Show me every line in the listing that has the word "edges".

* * * * * * *

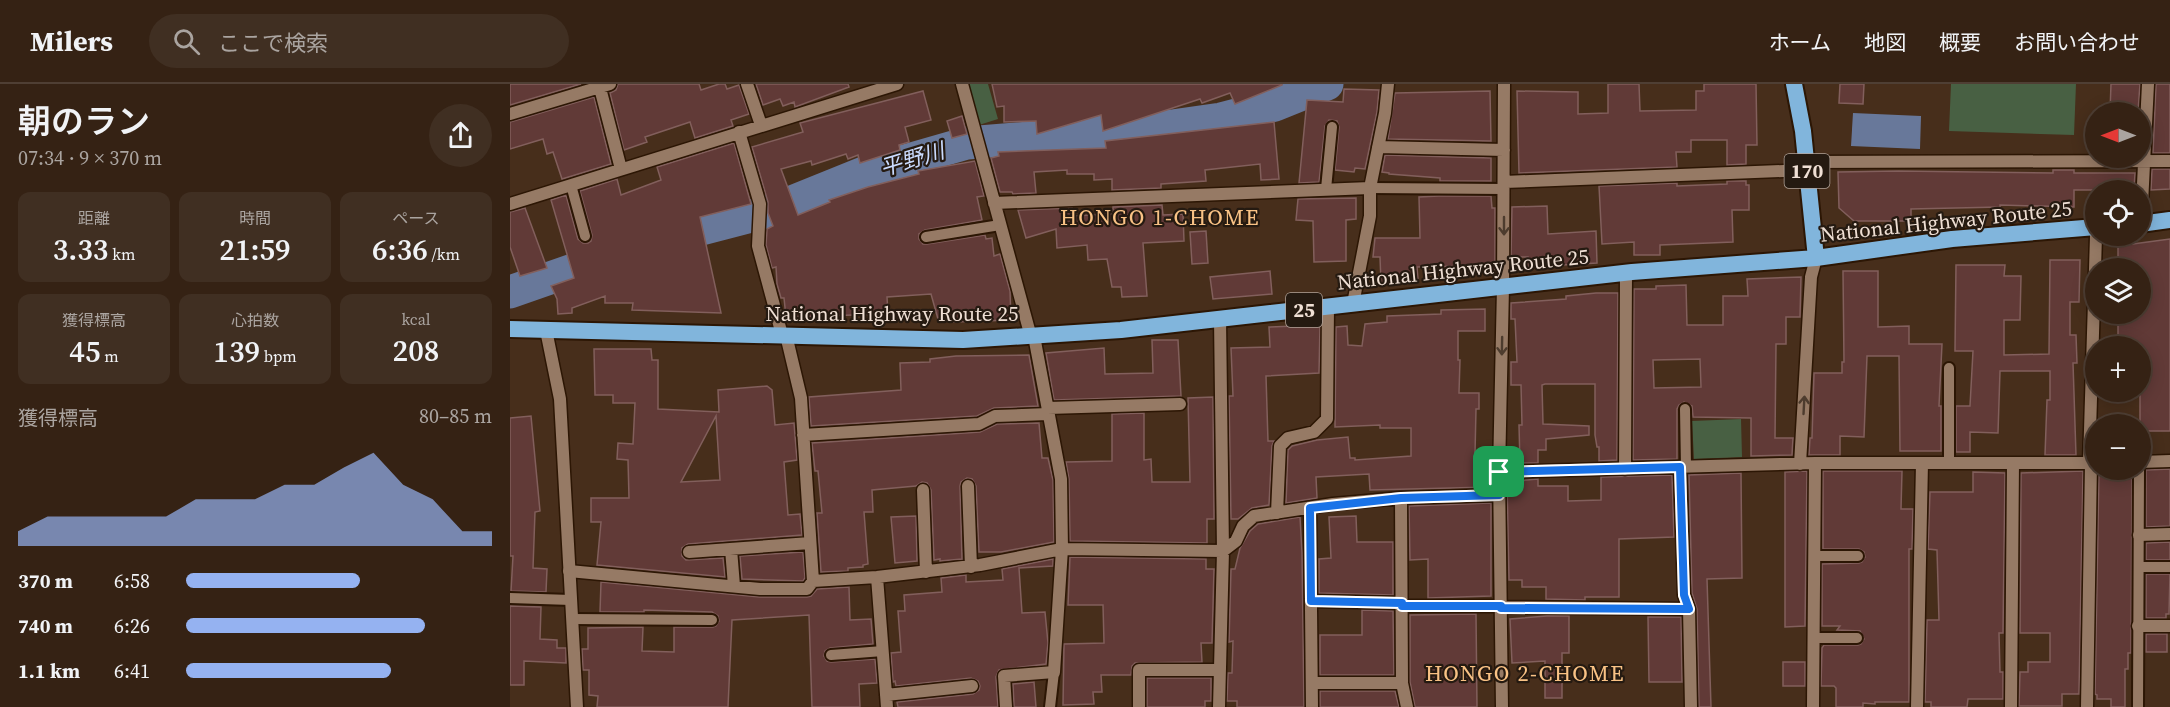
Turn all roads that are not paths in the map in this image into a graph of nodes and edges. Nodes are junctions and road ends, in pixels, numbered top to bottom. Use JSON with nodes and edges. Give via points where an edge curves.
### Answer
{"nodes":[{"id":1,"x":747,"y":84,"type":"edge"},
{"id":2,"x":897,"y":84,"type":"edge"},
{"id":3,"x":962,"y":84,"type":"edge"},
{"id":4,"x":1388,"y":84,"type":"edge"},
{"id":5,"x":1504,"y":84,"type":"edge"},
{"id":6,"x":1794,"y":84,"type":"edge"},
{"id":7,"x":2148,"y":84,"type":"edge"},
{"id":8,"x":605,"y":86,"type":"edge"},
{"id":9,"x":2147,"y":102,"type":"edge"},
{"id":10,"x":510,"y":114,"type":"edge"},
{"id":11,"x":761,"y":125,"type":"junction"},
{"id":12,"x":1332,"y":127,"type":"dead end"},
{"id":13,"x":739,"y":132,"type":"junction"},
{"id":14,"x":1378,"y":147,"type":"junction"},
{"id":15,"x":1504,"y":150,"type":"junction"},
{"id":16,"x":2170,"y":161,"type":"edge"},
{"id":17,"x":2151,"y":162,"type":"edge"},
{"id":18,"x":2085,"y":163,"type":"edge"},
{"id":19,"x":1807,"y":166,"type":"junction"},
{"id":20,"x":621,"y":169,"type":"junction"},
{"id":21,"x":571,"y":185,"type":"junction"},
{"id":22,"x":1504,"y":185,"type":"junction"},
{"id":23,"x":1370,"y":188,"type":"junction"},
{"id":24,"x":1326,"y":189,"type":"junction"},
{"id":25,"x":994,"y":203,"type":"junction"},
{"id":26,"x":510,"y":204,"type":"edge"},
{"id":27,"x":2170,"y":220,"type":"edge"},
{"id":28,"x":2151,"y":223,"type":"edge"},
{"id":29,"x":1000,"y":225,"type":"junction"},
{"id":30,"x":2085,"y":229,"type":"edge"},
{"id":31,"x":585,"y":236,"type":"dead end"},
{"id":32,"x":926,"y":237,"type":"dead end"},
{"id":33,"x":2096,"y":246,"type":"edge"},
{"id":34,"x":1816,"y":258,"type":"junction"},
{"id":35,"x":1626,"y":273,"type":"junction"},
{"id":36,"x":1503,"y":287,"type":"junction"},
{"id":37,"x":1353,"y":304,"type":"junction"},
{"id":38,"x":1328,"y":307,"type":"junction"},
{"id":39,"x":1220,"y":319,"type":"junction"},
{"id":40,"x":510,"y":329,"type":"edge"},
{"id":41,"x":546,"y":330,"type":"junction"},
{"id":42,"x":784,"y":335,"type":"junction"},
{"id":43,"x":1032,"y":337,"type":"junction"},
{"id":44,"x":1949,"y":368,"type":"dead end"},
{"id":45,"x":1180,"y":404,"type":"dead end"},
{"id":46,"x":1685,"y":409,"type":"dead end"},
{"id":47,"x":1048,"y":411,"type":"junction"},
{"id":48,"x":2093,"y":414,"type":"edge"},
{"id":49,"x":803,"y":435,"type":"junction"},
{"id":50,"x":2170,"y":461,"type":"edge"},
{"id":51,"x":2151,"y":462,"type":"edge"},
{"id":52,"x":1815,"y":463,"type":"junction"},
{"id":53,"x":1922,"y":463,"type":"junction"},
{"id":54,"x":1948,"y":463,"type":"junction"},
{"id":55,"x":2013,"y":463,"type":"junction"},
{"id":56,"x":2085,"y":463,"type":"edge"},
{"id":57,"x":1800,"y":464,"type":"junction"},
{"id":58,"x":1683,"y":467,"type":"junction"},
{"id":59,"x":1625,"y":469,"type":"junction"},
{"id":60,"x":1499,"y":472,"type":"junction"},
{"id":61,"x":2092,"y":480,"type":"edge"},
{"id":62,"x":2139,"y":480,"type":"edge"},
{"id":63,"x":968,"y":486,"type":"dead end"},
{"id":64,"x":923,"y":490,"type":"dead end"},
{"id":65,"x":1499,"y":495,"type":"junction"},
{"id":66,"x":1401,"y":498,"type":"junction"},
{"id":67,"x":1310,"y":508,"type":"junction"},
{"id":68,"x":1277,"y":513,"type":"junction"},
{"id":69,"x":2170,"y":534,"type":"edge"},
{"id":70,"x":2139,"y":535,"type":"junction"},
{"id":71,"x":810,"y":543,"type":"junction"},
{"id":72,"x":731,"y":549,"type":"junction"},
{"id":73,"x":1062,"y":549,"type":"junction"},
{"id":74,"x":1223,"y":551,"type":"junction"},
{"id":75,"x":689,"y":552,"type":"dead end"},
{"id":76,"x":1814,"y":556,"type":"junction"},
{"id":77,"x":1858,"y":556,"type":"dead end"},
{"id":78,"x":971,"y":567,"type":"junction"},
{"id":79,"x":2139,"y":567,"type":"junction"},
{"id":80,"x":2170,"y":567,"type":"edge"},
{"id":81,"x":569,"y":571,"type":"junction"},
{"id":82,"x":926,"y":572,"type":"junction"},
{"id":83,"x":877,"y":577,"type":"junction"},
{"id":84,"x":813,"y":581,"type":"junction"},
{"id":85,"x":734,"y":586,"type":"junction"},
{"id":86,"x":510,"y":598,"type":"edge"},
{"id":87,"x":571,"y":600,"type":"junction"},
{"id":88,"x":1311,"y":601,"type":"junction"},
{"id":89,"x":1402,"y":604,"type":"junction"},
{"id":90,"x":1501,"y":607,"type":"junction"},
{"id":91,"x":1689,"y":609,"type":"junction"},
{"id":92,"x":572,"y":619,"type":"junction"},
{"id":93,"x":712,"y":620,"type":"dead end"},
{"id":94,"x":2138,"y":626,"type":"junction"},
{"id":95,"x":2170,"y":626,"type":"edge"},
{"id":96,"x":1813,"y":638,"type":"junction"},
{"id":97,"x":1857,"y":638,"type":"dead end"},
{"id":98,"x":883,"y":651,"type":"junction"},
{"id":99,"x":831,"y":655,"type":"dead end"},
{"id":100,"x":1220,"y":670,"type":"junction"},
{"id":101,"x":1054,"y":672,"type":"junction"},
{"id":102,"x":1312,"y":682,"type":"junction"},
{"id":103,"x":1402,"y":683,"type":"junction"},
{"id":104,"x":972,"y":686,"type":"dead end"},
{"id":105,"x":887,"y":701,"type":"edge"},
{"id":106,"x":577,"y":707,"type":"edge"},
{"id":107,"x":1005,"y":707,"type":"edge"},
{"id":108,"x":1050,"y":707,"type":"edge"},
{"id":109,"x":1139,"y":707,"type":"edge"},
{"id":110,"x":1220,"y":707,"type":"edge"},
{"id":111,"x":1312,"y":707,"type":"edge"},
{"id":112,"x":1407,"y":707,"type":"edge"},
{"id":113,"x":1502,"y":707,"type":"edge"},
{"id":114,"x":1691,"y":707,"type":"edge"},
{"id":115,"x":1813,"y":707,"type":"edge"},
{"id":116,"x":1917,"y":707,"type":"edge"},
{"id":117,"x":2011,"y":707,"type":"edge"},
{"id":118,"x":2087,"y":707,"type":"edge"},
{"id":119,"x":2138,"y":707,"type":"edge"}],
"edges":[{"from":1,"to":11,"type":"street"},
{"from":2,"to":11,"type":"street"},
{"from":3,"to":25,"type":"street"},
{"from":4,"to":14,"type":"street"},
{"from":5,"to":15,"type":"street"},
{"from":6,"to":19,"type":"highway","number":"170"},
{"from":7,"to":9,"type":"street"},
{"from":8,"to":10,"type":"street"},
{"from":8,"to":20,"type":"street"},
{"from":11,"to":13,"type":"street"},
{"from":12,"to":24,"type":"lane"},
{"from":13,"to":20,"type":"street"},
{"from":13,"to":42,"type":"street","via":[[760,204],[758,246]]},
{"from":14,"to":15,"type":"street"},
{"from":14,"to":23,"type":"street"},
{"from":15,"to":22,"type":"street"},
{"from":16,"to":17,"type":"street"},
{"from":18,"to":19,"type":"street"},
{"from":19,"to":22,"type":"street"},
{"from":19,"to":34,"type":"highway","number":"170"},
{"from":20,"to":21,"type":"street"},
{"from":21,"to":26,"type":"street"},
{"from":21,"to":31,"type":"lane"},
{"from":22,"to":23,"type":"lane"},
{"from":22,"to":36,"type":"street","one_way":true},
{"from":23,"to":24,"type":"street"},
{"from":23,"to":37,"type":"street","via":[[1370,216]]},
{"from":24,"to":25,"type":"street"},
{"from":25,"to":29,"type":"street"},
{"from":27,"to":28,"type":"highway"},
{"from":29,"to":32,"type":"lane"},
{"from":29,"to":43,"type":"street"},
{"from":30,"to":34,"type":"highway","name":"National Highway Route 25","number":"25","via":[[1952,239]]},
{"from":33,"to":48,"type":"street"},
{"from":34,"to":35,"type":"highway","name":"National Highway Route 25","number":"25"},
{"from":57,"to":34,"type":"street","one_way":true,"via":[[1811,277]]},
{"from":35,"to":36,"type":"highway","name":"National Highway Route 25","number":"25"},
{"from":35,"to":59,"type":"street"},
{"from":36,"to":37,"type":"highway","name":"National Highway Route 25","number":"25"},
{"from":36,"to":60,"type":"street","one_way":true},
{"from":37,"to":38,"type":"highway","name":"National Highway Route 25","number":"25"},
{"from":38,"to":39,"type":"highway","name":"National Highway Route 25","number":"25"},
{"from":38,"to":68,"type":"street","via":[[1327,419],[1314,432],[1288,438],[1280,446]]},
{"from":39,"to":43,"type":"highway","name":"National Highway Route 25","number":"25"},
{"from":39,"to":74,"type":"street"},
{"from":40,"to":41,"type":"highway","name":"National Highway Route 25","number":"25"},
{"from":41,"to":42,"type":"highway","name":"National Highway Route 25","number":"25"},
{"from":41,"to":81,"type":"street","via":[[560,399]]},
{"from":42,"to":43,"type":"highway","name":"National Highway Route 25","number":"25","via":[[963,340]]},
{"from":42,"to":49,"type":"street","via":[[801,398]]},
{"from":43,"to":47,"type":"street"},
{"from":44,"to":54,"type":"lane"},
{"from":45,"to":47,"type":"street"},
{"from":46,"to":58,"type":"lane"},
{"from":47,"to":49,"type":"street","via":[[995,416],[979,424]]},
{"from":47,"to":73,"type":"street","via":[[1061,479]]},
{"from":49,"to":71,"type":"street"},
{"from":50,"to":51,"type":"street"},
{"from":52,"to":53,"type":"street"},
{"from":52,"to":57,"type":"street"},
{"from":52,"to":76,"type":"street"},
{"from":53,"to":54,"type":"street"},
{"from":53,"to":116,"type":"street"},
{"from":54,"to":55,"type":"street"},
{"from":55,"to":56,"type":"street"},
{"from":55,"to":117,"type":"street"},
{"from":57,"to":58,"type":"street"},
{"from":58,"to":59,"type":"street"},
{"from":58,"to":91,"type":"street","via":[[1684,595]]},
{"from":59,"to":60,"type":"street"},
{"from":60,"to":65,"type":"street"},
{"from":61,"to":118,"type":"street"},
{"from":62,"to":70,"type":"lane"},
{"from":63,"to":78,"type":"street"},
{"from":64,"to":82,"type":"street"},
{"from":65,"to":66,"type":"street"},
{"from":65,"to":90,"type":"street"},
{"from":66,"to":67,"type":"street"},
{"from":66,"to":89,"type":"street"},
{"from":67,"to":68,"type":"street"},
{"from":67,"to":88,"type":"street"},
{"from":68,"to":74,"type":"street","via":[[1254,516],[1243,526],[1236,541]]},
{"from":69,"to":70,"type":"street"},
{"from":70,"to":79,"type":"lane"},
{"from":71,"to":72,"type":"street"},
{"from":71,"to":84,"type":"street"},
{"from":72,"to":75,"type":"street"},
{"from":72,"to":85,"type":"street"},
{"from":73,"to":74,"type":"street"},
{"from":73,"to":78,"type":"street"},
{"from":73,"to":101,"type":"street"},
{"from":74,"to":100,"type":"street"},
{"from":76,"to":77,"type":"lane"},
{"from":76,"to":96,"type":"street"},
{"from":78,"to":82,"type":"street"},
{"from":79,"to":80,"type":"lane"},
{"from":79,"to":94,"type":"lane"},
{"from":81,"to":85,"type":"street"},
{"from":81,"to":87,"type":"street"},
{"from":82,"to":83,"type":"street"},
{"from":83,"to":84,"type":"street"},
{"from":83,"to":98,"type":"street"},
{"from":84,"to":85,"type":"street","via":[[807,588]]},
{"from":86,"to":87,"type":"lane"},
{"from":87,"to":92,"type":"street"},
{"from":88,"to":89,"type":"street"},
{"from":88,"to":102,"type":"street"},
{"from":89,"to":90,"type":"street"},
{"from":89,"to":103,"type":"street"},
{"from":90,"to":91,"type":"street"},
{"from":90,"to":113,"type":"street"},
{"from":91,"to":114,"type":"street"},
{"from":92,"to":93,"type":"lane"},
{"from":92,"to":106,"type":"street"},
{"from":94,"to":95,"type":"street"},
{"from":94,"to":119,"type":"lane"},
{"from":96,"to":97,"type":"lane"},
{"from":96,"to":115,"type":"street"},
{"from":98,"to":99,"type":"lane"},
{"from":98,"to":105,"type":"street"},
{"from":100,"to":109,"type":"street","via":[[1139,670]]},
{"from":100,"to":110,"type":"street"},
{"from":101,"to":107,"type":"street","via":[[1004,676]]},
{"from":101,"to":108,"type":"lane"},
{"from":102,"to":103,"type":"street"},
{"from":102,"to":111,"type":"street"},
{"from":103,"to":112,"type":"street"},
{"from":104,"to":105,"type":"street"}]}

* * * * * * *

**OUTPUT**:
Turn all roads that are not paths in the map in this image into a graph of nodes and edges. Nodes are junctions and road ends, in pixels, numbered top to bottom. Use JSON with nodes and edges. Give via points where an edge curves.
"edges":[{"from":1,"to":11,"type":"street"},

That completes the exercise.